By Rodrigo Constantino
(Opinion) Brazilian Justice Gilmar Mendes, of the Federal Supreme Court (STF), decided on Sunday (Dec. 18) that the public resources needed to pay minimum income social programs – such as Auxílio Brasil, which will once again be called Bolsa Família – can be left out of the spending cap rule.
The decision was given on a preliminary basis, and the plenary of the STF will still analyze the issue.
In the order, the justice authorized the opening of extraordinary credit for the payment of the Bolsa Família to be made using a Provisional Measure.
In practice, the injunction allows the president-elect, Luiz Inácio Lula da Silva (PT, progressive-globalist), to continue paying the social program at R$600 in 2023 even if the PEC breaches the spending ceiling is not approved in Congress.
The information was published by the newspapers O Globo and O Estado de S. Paulo.
Mendes responded to a request made by the Rede Sustentabilidade party to the STF.
The legend argued that the Auxílio Brasil represents the “existential minimum” that the Federal Constitution guarantees to Brazilians.

When Justice Gilmar Mendes is not granting habeas corpus or freeing corrupt people, he decides to legislate on his own, provoked by the Rede, a “party” that exists basically to be the dispatcher of the STF itself.

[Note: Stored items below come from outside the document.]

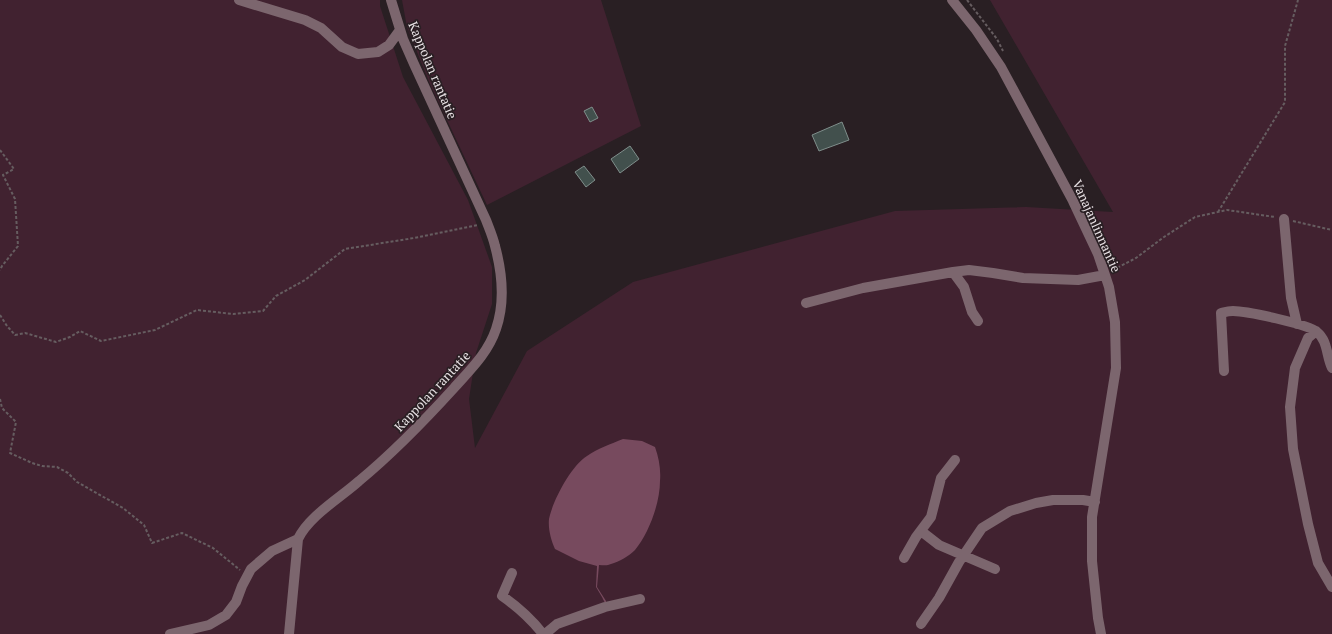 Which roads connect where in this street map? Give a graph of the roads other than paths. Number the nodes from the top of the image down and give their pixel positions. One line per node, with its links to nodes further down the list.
1 (239, 0): 4 (street)
2 (391, 0): 4 (street, Kappolan rantatie)
3 (952, 0): 7 (street, Vanajanlinnantie)
4 (400, 30): 17 (street, Kappolan rantatie)
5 (1284, 219): 10 (street)
6 (953, 272): 7 (street); 8 (street); 9 (street)
7 (1107, 273): 15 (street, Vanajanlinnantie)
8 (806, 303)
9 (978, 321)
10 (1297, 324): 11 (street); 13 (street)
11 (1316, 331): 12 (street); 22 (street)
12 (1332, 368)
13 (1224, 371)
14 (955, 460): 16 (street)
15 (1095, 502): 18 (street); 28 (street, Vanajanlinnantie)
16 (921, 531): 18 (street); 19 (street)
17 (298, 539): 25 (street); 26 (street)
18 (964, 555): 20 (street); 24 (street)
19 (904, 558)
20 (995, 569)
21 (512, 573): 27 (street)
22 (1332, 587)
23 (640, 599): 27 (street)
24 (920, 624)
25 (170, 634)
26 (289, 634)
27 (544, 634)
28 (1101, 634) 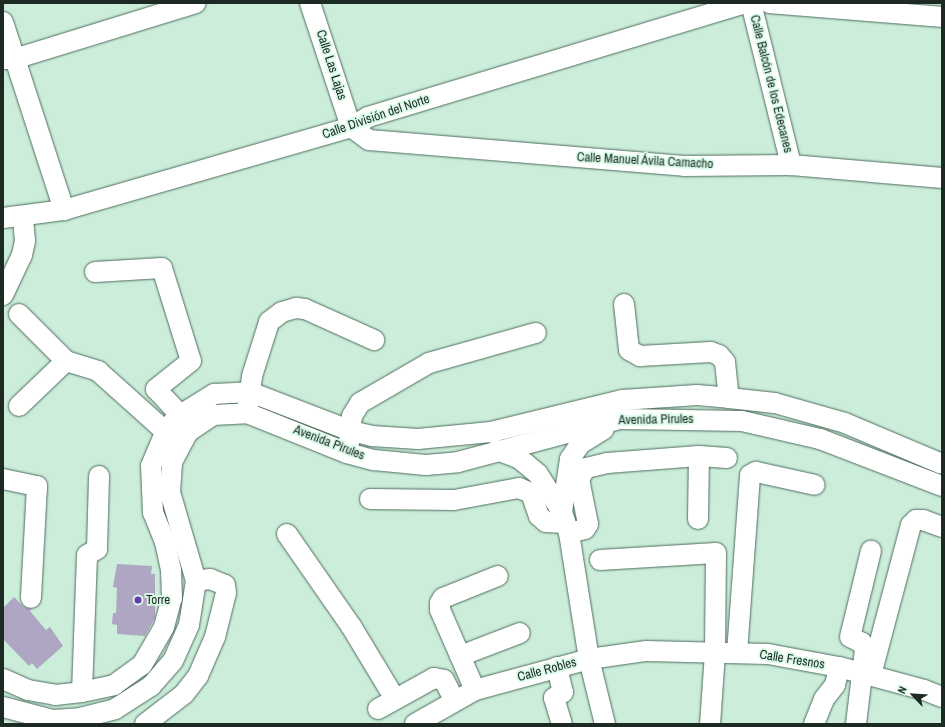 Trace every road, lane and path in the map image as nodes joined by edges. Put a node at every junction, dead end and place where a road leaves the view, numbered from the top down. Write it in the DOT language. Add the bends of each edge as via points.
graph roads {
  1 [pos="196,3"];
  2 [pos="310,3"];
  3 [pos="745,3"];
  4 [pos="751,3"];
  5 [pos="769,3"];
  6 [pos="942,17"];
  7 [pos="3,22"];
  8 [pos="8,59"];
  9 [pos="351,128"];
  10 [pos="792,165"];
  11 [pos="942,178"];
  12 [pos="64,210"];
  13 [pos="23,217"];
  14 [pos="3,218"];
  15 [pos="95,272"];
  16 [pos="5,287"];
  17 [pos="624,304"];
  18 [pos="19,314"];
  19 [pos="536,333"];
  20 [pos="374,340"];
  21 [pos="66,361"];
  22 [pos="250,392"];
  23 [pos="729,398"];
  24 [pos="19,406"];
  25 [pos="247,413"];
  26 [pos="180,415"];
  27 [pos="620,419"];
  28 [pos="350,431"];
  29 [pos="173,437"];
  30 [pos="497,450"];
  31 [pos="347,453"];
  32 [pos="699,456"];
  33 [pos="726,458"];
  34 [pos="942,464"];
  35 [pos="99,476"];
  36 [pos="3,479"];
  37 [pos="815,485"];
  38 [pos="942,486"];
  39 [pos="370,499"];
  40 [pos="698,519"];
  41 [pos="565,523"];
  42 [pos="942,527"];
  43 [pos="287,534"];
  44 [pos="871,551"];
  45 [pos="600,560"];
  46 [pos="498,576"];
  47 [pos="196,581"];
  48 [pos="31,598"];
  49 [pos="520,633"];
  50 [pos="716,653"];
  51 [pos="737,653"];
  52 [pos="460,656"];
  53 [pos="589,659"];
  54 [pos="557,667"];
  55 [pos="839,667"];
  56 [pos="867,674"];
  57 [pos="3,679"];
  58 [pos="475,690"];
  59 [pos="82,692"];
  60 [pos="55,695"];
  61 [pos="942,697"];
  62 [pos="395,699"];
  63 [pos="454,700"];
  64 [pos="3,707"];
  65 [pos="378,709"];
  66 [pos="118,717"];
  67 [pos="31,720"];
  68 [pos="53,720"];
  69 [pos="151,722"];
  70 [pos="415,724"];
  71 [pos="562,724"];
  72 [pos="605,724"];
  73 [pos="710,724"];
  74 [pos="814,724"];
  75 [pos="856,724"];
  1 -- 8 [label="street"];
  2 -- 9 [label="street, Calle Las Lajas"];
  3 -- 9 [label="street, Calle División del Norte" via="368,117"];
  4 -- 10 [label="street, Calle Balcón de los Edecanes"];
  5 -- 6 [label="street"];
  7 -- 8 [label="street"];
  8 -- 12 [label="street"];
  9 -- 10 [label="street, Calle Manuel Ávila Camacho" via="369,140 377,141 684,166"];
  9 -- 12 [label="street, Calle División del Norte"];
  10 -- 11 [label="street, Calle Manuel Ávila Camacho"];
  12 -- 13 [label="street, Calle División del Norte"];
  13 -- 14 [label="street, Calle División del Norte"];
  13 -- 16 [label="street" via="25,241"];
  15 -- 26 [label="street" via="162,268 191,361 156,389"];
  17 -- 23 [label="street" via="629,350 634,354 711,352 719,355 725,362"];
  18 -- 21 [label="street"];
  19 -- 28 [label="street" via="429,363 356,407"];
  20 -- 22 [label="street" via="305,309 296,308 282,312 269,322"];
  21 -- 24 [label="street"];
  21 -- 29 [label="street" via="98,372"];
  22 -- 25 [label="street"];
  22 -- 26 [label="street, Avenida Pirules" via="214,394"];
  22 -- 28 [label="street, Avenida Pirules"];
  23 -- 28 [label="street, Avenida Pirules" via="697,395 622,400 491,432 456,437 372,436"];
  23 -- 34 [label="street, Avenida Pirules" via="775,403 845,423"];
  25 -- 29 [label="street, Avenida Pirules" via="213,415"];
  25 -- 31 [label="street, Avenida Pirules"];
  26 -- 29 [label="street, Avenida Pirules"];
  27 -- 30 [label="street, Avenida Pirules"];
  27 -- 38 [label="street, Avenida Pirules" via="742,420 820,439"];
  27 -- 41 [label="street, Calle Robles" via="580,444 570,459"];
  28 -- 31 [label="street"];
  29 -- 47 [label="street, Avenida Pirules" via="170,492"];
  29 -- 59 [label="street, Avenida Pirules" via="151,466 150,494 171,570 170,611 142,665 114,685"];
  30 -- 31 [label="street, Avenida Pirules" via="458,462 426,465 374,460"];
  30 -- 41 [label="street, Calle Robles" via="520,459 538,474"];
  32 -- 33 [label="street"];
  32 -- 40 [label="street"];
  32 -- 41 [label="street" via="607,463 586,468 579,479 588,524 585,529"];
  35 -- 59 [label="street" via="97,548 87,555"];
  36 -- 48 [label="street" via="36,486"];
  37 -- 51 [label="street" via="756,472 750,475"];
  39 -- 41 [label="street" via="454,500 519,488 531,493 539,516 546,522"];
  41 -- 53 [label="street, Calle Robles"];
  42 -- 56 [label="street" via="923,520 916,520 911,525"];
  43 -- 62 [label="street" via="352,626"];
  44 -- 56 [label="street" via="850,637 862,643"];
  45 -- 50 [label="street" via="716,554"];
  46 -- 52 [label="street" via="443,598 440,603 440,610"];
  47 -- 66 [label="street, Avenida Pirules" via="189,625 173,661"];
  47 -- 69 [label="street" via="210,579 225,585 226,593 216,637 198,676 184,694"];
  49 -- 52 [label="street"];
  50 -- 51 [label="street, Calle Fresnos"];
  50 -- 53 [label="street, Calle Fresnos" via="646,651"];
  50 -- 73 [label="street"];
  51 -- 55 [label="street, Calle Fresnos" via="768,654"];
  52 -- 58 [label="street"];
  53 -- 54 [label="street, Calle Robles"];
  53 -- 72 [label="street"];
  54 -- 58 [label="street, Calle Robles"];
  54 -- 71 [label="street" via="564,692 554,698"];
  55 -- 56 [label="street, Calle Fresnos"];
  55 -- 74 [label="street" via="835,685 824,699"];
  56 -- 61 [label="street, Calle Fresnos"];
  56 -- 75 [label="street"];
  57 -- 60 [label="street, Avenida Pirules" via="28,690"];
  58 -- 63 [label="street, Calle Robles"];
  59 -- 60 [label="street, Avenida Pirules"];
  60 -- 68 [label="street"];
  62 -- 63 [label="street" via="434,678 444,680"];
  62 -- 65 [label="street"];
  63 -- 70 [label="street, Calle Robles"];
  64 -- 67 [label="street, Avenida Pirules"];
  66 -- 68 [label="street, Avenida Pirules"];
  67 -- 68 [label="street, Avenida Pirules"];
}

The majority of the judges of the Federal Supreme Court (STF) upheld the actions of four parties seeking to declare unconstitutional the amendments of the rapporteur – the so-called “secret budget” of the National Congress.

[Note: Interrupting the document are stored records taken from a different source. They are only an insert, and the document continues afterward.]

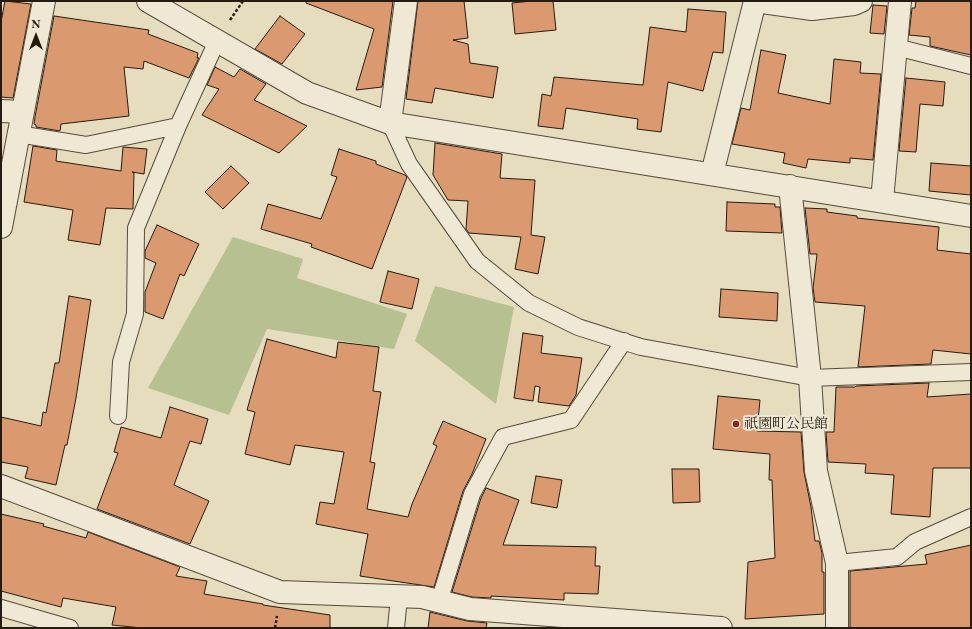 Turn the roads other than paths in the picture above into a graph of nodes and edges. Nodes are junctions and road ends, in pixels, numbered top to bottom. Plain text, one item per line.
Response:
1 (44, 1) edge
2 (148, 1) edge
3 (406, 1) edge
4 (861, 1) edge
5 (900, 1) edge
6 (217, 41) junction
7 (896, 47) junction
8 (971, 66) edge
9 (11, 111) edge
10 (390, 123) junction
11 (178, 126) junction
12 (18, 134) junction
13 (712, 174) junction
14 (790, 186) junction
15 (882, 201) junction
16 (971, 216) edge
17 (1, 227) edge
18 (624, 342) junction
19 (971, 372) edge
20 (810, 378) junction
21 (118, 416) dead end
22 (1, 486) edge
23 (971, 517) edge
24 (837, 563) junction
25 (399, 597) junction
26 (439, 602) junction
27 (1, 608) edge
28 (70, 628) edge
29 (396, 628) edge
30 (721, 628) edge
31 (837, 628) edge

1 - 9 street
2 - 6 street
3 - 10 street
4 - 13 street
5 - 7 street
6 - 10 street
6 - 11 lane
7 - 8 lane
7 - 15 street
9 - 12 street
10 - 13 street
10 - 18 lane
11 - 12 lane
11 - 21 lane
12 - 17 street
13 - 14 street
14 - 15 street
14 - 20 street
15 - 16 street
18 - 20 lane
18 - 26 lane
19 - 20 lane
20 - 24 street
22 - 25 street
23 - 24 lane
24 - 31 street
25 - 26 street
25 - 29 lane
26 - 30 street
27 - 28 lane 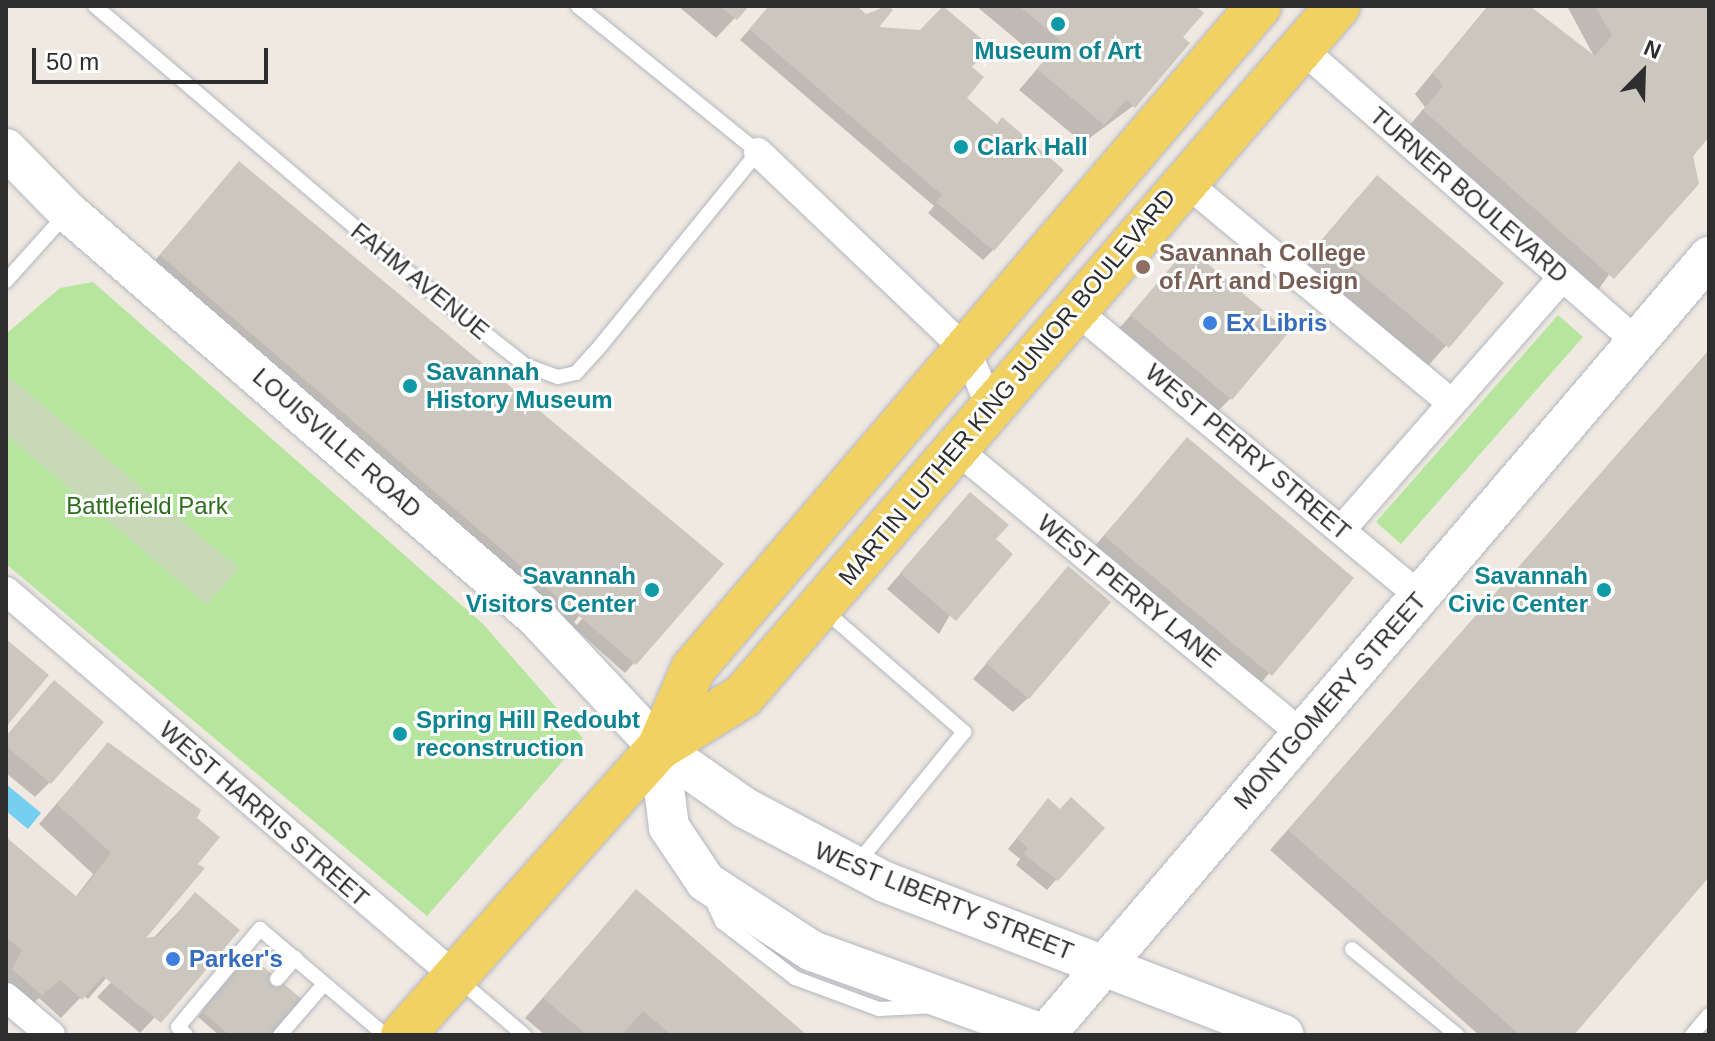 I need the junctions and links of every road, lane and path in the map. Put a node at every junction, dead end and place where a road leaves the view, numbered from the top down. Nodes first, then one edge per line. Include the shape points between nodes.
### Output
1 (95, 6) edge
2 (578, 6) edge
3 (1258, 6) edge
4 (1338, 6) edge
5 (1301, 48) junction
6 (6, 149) edge
7 (758, 152) junction
8 (1183, 180) junction
9 (68, 212) junction
10 (1709, 257) edge
11 (1562, 278) junction
12 (6, 281) edge
13 (1074, 309) junction
14 (1637, 342) junction
15 (966, 350) junction
16 (1452, 403) junction
17 (991, 408) junction
18 (955, 448) junction
19 (1342, 529) junction
20 (6, 591) edge
21 (1420, 596) junction
22 (820, 606) junction
23 (1303, 735) junction
24 (659, 748) junction
25 (853, 868) junction
26 (1352, 949) dead end
27 (295, 958) junction
28 (1100, 964) junction
29 (456, 977) junction
30 (277, 979) dead end
31 (324, 984) junction
32 (6, 997) edge
33 (1709, 1015) edge
34 (51, 1035) edge
35 (186, 1035) edge
36 (280, 1035) edge
37 (385, 1035) edge
38 (403, 1035) edge
39 (524, 1035) edge
40 (1045, 1035) edge
41 (1284, 1035) edge
42 (1457, 1035) edge
43 (1692, 1035) edge

1 - 7 lane, FAHM AVENUE via 421,283 525,365 558,377 576,373 597,350
2 - 7 lane
3 - 15 main road, MARTIN LUTHER KING JUNIOR BOULEVARD
4 - 5 main road, MARTIN LUTHER KING JUNIOR BOULEVARD
5 - 8 main road, MARTIN LUTHER KING JUNIOR BOULEVARD
5 - 11 street, TURNER BOULEVARD
6 - 9 main road, LOUISVILLE ROAD
7 - 15 street
8 - 13 main road, MARTIN LUTHER KING JUNIOR BOULEVARD
8 - 16 street
9 - 12 lane
9 - 24 main road, LOUISVILLE ROAD via 536,617
10 - 14 main road, MONTGOMERY STREET
11 - 14 street, TURNER BOULEVARD
11 - 16 street
13 - 17 main road, MARTIN LUTHER KING JUNIOR BOULEVARD
13 - 19 street, WEST PERRY STREET
14 - 21 main road, MONTGOMERY STREET
15 - 17 street
15 - 24 main road, MARTIN LUTHER KING JUNIOR BOULEVARD via 693,669
16 - 19 street
17 - 18 main road, MARTIN LUTHER KING JUNIOR BOULEVARD
18 - 22 main road, MARTIN LUTHER KING JUNIOR BOULEVARD
18 - 23 street, WEST PERRY LANE
19 - 21 street, WEST PERRY STREET
20 - 29 street, WEST HARRIS STREET
21 - 23 main road, MONTGOMERY STREET
22 - 24 main road, MARTIN LUTHER KING JUNIOR BOULEVARD via 743,696
22 - 25 lane via 964,732
23 - 28 main road, MONTGOMERY STREET
24 - 25 main road, WEST LIBERTY STREET via 745,808
24 - 29 main road, MARTIN LUTHER KING JUNIOR BOULEVARD
24 - 40 main road via 669,827 706,882 812,951
25 - 28 main road, WEST LIBERTY STREET
26 - 42 lane
27 - 30 lane
27 - 31 lane
27 - 35 lane via 260,929 178,1027
28 - 40 main road, MONTGOMERY STREET
28 - 41 main road, WEST LIBERTY STREET
29 - 38 main road, MARTIN LUTHER KING JUNIOR BOULEVARD
29 - 39 lane, WEST HARRIS STREET
31 - 36 lane
31 - 37 lane
32 - 34 street
33 - 43 lane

The majority of 6 to 4 was formed by the vote of Justice Ricardo Lewandowski this Monday (Dec. 19) in the morning when the trial was resumed. With that, the secret budget was overthrown by the STF.
The trial continues with the last vote by Gilmar Mendes.
The result represents the rejection, by the STF, of the approval in Congress last Friday (Dec. 16) of a new resolution whose objective was to give more transparency to the distribution of secret budget funds between deputies and senators.
It was an attempt to make the STF keep the so-called secret budget.
This all together represents a kind of checkmate for the STF/Lula da Silva in Congress.
Lula da Silva no longer needs the “Transition PEC” or the secret budget to have “governance”.
Its governance will be guaranteed by a few supreme justices, thus eliminating the need to share power with parliamentarians.
Congressman Marcel Van Hattem, who has been a firm voice against abuses of power, vented: “The Supreme Court has already closed the National Congress; only those who don’t want to see can’t see it.
The Judiciary decides on everything that falls to Parliament: a Minister has more power at the stroke of a pen than 594 parliamentarians. Legislature for what?”
Arthur Lira and Rodrigo Pacheco look comfortable in their decorative roles.
In Venezuela, the Supreme Court took over the powers of the Legislature, and that’s how it went.
When Bolsonaro was president, the STF created numerous obstacles and practically prevented him from governing.
Now that its candidate (Lula da Silva) is back on the crime scene, the STF is preparing to use activism in collusion with the Executive Branch so that he can rule without the need for Congress.
Voting for a senator or congressperson is worth almost nothing.
The parliamentarian can have his/her right to speak usurped by a stroke of the supreme minister, who decides to impose censorship without any legal basis.
Institutions have been undermined, and the Republic exists only in name; our democracy has become a farcical theater.
The coup did not come from Bolsonaro but from the STF itself. Faced with this sad reality, it is worth asking: what is Congress for?
Dictators have always advanced against the House of the People, and many have decided to close Congress.
The STF, in practice, does almost the same.
And the majority remain silent, passive, perhaps thinking only about their share in the division of the booty that Lula da Silva has already been promoting.
Brazil is left to moths. Or rather, termites, jackals, and hyenas.